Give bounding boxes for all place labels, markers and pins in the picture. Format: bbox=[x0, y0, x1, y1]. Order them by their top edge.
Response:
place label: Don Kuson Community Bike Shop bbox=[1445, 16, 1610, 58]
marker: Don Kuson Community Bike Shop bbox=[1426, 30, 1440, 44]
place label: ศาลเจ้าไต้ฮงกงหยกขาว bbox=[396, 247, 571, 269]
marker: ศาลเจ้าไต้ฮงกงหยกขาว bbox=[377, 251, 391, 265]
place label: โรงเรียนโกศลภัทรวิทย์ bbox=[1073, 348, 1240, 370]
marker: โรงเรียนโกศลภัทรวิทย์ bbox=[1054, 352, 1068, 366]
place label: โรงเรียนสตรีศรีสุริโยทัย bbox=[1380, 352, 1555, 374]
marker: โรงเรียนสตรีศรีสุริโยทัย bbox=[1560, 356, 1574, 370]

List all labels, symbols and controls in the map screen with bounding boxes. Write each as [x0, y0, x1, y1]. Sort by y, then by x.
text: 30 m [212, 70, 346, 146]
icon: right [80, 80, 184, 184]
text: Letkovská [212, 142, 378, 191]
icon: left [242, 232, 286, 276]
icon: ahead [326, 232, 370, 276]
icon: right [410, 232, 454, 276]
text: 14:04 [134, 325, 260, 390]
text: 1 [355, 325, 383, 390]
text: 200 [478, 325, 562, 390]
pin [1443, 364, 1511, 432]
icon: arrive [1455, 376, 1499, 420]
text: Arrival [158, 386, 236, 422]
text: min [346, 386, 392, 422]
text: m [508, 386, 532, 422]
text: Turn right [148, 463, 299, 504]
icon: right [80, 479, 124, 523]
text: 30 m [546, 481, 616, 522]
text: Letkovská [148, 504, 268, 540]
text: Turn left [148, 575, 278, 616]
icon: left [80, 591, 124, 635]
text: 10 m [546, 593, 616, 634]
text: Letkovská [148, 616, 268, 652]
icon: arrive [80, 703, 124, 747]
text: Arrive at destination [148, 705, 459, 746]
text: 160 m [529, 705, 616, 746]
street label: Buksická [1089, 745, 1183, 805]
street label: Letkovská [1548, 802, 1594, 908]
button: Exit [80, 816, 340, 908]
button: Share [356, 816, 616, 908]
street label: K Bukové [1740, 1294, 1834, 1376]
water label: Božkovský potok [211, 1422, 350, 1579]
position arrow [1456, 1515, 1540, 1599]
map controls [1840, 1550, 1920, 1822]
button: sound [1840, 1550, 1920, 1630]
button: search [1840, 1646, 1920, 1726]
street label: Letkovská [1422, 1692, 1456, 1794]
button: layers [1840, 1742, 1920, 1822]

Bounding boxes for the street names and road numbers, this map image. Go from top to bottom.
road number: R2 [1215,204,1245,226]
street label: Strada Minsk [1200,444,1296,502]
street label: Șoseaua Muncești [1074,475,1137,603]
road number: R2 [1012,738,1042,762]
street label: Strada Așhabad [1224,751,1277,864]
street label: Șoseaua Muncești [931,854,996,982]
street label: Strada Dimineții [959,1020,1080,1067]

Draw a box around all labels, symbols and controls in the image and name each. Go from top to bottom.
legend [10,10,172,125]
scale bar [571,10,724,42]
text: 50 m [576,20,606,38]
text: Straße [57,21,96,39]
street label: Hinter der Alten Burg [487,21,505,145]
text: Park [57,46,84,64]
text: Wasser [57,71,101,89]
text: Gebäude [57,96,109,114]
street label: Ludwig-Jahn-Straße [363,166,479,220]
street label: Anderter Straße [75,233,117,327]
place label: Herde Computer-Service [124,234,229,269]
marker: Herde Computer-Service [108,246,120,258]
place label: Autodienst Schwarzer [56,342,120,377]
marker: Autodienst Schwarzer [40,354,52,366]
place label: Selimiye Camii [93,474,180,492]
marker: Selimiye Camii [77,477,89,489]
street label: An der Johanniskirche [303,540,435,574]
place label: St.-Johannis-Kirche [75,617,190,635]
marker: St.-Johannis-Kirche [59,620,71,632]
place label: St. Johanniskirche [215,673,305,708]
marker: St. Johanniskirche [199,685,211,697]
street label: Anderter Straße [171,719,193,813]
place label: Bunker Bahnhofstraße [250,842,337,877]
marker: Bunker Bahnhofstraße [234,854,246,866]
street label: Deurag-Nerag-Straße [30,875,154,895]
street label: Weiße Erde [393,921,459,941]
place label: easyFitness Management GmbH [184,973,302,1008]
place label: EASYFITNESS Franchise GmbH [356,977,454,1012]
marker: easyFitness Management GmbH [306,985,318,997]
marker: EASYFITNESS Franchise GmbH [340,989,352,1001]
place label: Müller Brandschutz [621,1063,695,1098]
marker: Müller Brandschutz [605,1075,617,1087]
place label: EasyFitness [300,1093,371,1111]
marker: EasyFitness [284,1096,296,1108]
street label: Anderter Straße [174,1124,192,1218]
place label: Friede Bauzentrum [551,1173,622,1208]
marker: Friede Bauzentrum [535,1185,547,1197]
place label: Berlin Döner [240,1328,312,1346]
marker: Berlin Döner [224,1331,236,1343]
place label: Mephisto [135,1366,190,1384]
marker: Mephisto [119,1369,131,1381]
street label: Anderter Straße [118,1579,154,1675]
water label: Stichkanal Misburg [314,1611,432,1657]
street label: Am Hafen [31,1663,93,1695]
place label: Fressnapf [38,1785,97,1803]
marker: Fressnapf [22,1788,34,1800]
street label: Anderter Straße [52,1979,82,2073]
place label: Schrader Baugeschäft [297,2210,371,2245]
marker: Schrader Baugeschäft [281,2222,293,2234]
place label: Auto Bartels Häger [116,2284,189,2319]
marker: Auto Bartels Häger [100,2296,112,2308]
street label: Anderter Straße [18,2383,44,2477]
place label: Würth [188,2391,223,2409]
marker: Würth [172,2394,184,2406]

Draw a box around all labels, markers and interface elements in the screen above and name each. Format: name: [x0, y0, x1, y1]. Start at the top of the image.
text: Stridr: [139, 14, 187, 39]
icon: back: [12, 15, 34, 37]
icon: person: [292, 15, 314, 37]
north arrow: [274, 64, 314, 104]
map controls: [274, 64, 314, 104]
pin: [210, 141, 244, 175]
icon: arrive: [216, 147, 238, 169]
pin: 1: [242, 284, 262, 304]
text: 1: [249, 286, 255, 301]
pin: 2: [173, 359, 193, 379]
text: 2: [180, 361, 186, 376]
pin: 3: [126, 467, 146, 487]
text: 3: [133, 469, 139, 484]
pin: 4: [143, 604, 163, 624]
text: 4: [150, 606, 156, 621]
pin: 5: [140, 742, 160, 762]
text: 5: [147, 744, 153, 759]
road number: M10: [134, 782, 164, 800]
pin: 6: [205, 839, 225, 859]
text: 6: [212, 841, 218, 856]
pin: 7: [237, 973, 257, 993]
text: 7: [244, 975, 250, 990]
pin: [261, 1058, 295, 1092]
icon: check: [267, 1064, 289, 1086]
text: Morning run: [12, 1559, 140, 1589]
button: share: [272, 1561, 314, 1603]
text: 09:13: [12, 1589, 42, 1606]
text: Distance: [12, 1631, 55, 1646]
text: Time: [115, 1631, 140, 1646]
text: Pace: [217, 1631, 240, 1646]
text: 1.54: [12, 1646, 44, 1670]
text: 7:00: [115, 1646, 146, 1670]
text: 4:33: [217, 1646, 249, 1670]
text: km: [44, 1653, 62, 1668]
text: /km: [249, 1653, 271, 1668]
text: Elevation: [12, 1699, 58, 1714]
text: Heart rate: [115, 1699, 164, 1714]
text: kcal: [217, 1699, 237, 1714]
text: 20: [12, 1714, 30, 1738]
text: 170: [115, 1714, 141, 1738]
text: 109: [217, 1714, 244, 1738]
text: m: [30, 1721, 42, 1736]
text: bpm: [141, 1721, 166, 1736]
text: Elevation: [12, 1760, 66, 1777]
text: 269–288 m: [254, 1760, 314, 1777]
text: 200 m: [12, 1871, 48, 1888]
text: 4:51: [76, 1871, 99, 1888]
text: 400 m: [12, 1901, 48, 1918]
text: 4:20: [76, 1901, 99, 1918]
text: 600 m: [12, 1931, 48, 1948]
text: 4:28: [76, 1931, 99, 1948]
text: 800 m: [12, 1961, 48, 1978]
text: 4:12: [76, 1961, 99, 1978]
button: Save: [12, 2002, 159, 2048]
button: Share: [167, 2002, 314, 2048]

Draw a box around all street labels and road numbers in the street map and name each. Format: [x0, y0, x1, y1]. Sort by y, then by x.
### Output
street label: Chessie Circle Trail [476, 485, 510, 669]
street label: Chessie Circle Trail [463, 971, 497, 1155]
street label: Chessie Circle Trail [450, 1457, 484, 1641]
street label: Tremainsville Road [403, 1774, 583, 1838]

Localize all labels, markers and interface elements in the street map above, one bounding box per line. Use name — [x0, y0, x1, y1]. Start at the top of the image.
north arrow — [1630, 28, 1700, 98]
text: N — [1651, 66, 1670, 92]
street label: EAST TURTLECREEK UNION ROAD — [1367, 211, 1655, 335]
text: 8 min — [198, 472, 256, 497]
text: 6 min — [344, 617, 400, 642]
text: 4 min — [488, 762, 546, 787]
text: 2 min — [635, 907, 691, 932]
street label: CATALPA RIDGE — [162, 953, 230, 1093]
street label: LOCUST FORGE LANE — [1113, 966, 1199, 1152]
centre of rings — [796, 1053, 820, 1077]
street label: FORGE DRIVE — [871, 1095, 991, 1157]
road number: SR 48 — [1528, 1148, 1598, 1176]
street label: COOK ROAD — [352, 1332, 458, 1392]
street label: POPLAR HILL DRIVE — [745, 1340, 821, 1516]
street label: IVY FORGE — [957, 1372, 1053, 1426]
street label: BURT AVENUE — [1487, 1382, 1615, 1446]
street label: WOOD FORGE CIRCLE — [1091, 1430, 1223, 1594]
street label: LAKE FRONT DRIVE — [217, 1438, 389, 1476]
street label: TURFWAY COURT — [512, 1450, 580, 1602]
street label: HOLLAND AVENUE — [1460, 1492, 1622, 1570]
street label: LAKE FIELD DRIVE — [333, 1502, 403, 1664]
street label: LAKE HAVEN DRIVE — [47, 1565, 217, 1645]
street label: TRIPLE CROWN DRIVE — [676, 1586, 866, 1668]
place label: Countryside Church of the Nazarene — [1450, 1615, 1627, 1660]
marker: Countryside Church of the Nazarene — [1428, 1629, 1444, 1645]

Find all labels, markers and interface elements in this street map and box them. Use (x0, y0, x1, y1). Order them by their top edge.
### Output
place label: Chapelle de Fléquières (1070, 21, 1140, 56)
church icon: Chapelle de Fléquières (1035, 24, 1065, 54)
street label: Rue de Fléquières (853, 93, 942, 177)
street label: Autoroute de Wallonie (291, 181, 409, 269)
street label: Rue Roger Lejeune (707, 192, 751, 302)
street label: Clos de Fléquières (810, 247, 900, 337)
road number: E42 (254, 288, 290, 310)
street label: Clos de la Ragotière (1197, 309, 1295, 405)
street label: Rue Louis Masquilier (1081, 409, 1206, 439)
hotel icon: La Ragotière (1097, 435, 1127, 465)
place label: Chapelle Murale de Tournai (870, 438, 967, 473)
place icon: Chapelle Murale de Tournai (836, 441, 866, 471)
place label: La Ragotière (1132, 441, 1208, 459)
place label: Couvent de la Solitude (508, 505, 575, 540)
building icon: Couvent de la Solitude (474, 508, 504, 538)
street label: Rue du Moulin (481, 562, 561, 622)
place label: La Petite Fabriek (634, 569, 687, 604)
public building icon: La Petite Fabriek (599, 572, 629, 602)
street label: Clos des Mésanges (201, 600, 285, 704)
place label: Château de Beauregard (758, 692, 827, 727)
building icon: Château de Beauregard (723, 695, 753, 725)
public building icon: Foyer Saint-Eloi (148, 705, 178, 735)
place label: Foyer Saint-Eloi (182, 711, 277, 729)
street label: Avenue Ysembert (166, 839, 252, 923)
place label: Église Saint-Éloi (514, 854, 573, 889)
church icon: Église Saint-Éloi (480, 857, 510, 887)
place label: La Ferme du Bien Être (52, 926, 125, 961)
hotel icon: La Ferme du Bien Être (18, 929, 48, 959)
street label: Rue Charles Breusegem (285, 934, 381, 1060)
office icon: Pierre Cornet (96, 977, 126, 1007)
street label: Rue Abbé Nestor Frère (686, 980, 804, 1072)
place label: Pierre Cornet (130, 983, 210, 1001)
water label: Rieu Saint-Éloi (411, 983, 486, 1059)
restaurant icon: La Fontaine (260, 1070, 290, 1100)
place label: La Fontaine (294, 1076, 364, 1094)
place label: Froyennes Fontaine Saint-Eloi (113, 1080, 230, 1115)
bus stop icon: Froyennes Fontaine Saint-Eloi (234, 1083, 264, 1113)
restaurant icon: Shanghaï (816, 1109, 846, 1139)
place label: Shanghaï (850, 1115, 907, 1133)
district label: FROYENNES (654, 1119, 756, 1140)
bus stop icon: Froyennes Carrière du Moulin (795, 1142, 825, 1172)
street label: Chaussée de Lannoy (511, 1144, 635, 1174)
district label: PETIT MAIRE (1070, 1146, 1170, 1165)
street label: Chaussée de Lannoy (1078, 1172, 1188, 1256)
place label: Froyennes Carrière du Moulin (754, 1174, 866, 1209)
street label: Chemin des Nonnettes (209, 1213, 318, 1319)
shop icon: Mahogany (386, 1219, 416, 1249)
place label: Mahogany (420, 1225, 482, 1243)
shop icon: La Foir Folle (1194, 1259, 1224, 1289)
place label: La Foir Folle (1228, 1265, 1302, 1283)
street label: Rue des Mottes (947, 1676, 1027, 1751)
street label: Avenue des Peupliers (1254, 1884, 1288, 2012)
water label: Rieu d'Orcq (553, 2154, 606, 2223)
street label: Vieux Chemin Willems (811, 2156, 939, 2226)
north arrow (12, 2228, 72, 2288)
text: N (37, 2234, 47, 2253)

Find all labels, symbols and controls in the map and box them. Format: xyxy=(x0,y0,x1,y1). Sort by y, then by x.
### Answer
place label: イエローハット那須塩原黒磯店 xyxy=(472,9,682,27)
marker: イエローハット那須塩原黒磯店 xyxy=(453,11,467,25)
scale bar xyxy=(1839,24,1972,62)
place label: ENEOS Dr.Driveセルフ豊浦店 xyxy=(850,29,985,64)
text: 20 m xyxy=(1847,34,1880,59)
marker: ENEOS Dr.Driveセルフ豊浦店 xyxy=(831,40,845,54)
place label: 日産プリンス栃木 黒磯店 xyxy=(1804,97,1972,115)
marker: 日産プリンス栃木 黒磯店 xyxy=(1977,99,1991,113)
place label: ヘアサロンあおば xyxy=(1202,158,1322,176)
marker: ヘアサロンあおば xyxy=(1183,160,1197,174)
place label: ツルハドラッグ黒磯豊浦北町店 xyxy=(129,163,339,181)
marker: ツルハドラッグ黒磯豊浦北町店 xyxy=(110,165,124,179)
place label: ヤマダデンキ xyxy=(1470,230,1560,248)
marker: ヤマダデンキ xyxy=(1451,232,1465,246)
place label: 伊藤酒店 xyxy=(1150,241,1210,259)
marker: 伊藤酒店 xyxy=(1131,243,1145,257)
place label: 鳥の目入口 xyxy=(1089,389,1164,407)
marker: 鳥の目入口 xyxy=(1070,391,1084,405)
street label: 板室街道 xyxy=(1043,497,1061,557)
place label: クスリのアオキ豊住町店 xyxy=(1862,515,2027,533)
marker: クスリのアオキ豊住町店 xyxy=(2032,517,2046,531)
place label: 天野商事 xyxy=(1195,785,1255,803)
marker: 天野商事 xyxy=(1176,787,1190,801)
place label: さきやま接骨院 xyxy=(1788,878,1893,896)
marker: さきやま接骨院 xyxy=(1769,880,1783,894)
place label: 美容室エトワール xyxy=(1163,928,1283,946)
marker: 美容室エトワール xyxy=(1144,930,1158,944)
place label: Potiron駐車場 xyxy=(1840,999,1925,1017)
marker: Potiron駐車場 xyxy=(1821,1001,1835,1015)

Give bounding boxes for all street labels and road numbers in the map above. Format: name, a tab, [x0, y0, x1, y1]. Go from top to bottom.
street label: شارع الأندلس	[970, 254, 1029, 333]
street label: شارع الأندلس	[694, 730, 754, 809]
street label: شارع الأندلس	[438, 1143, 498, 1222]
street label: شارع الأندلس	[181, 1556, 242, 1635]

====

**What is needed:**
Report all lines above with "district".

**Response below:**
district label: FROYENNES (654, 1119, 756, 1140)
district label: PETIT MAIRE (1070, 1146, 1170, 1165)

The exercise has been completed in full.